_EXERCISE OBJECTIVE_
Your answer must repeat all of the entries word for word, without any images.

_DATASET CONTENT_
****************

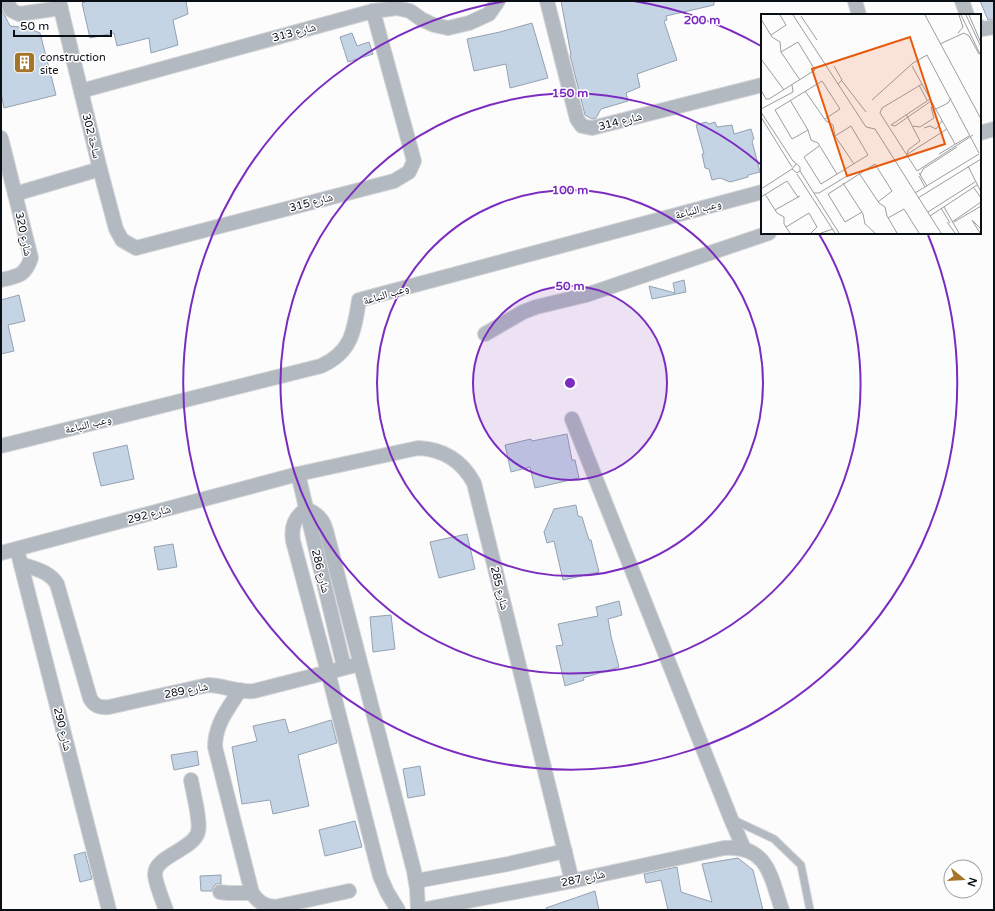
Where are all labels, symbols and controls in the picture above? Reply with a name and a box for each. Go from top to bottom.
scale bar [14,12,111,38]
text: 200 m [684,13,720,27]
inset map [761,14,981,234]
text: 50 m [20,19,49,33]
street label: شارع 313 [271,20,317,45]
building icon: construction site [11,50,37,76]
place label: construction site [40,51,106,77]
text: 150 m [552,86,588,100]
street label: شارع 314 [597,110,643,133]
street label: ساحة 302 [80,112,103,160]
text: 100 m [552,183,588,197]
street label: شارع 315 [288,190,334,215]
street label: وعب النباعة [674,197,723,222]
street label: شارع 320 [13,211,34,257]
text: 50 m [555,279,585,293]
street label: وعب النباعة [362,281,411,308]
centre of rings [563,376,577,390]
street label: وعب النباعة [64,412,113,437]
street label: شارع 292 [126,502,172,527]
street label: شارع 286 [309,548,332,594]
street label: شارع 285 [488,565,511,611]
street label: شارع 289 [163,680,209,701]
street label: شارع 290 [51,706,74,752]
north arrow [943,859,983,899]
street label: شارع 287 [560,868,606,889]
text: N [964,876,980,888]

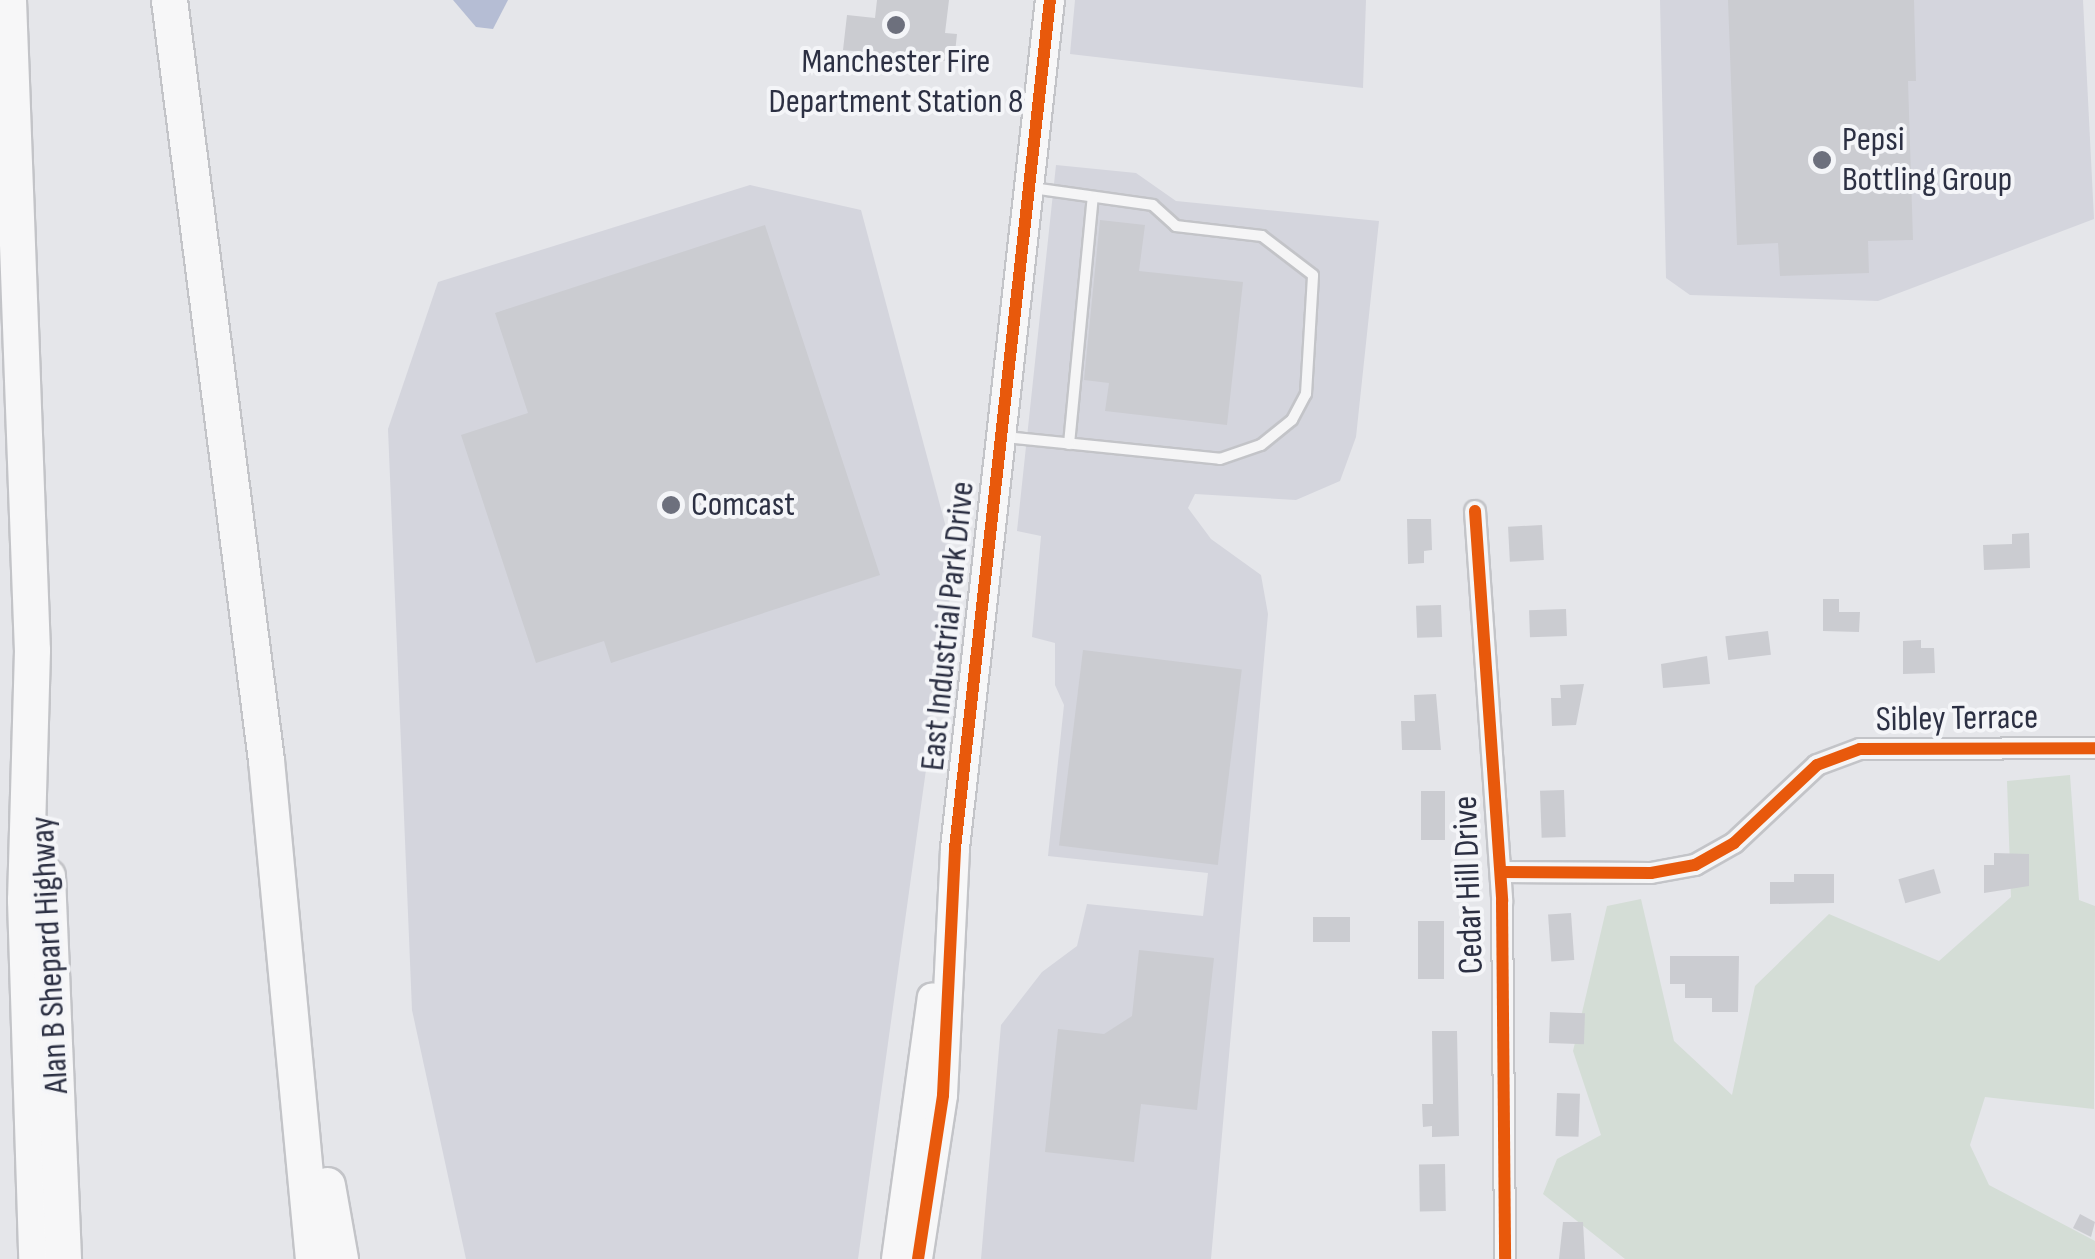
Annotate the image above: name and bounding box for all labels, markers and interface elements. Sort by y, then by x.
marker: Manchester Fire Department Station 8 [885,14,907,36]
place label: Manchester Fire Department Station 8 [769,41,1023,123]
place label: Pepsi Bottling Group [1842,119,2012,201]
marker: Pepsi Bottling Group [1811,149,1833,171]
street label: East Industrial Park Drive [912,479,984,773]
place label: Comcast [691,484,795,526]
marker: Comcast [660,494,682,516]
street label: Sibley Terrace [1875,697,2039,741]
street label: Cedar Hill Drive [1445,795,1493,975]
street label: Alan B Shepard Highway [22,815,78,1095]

****************

_TASK ANSWER_
Where are all labels, symbols and controls in the picture above? Reply with a name and a box for each. Go from top to bottom.
scale bar [14,12,111,38]
text: 200 m [684,13,720,27]
inset map [761,14,981,234]
text: 50 m [20,19,49,33]
street label: شارع 313 [271,20,317,45]
building icon: construction site [11,50,37,76]
place label: construction site [40,51,106,77]
text: 150 m [552,86,588,100]
street label: شارع 314 [597,110,643,133]
street label: ساحة 302 [80,112,103,160]
text: 100 m [552,183,588,197]
street label: شارع 315 [288,190,334,215]
street label: وعب النباعة [674,197,723,222]
street label: شارع 320 [13,211,34,257]
text: 50 m [555,279,585,293]
street label: وعب النباعة [362,281,411,308]
centre of rings [563,376,577,390]
street label: وعب النباعة [64,412,113,437]
street label: شارع 292 [126,502,172,527]
street label: شارع 286 [309,548,332,594]
street label: شارع 285 [488,565,511,611]
street label: شارع 289 [163,680,209,701]
street label: شارع 290 [51,706,74,752]
north arrow [943,859,983,899]
street label: شارع 287 [560,868,606,889]
text: N [964,876,980,888]

Annotate the image above: name and bounding box for all labels, markers and interface elements. Sort by y, then by x.
marker: Manchester Fire Department Station 8 [885,14,907,36]
place label: Manchester Fire Department Station 8 [769,41,1023,123]
place label: Pepsi Bottling Group [1842,119,2012,201]
marker: Pepsi Bottling Group [1811,149,1833,171]
street label: East Industrial Park Drive [912,479,984,773]
place label: Comcast [691,484,795,526]
marker: Comcast [660,494,682,516]
street label: Sibley Terrace [1875,697,2039,741]
street label: Cedar Hill Drive [1445,795,1493,975]
street label: Alan B Shepard Highway [22,815,78,1095]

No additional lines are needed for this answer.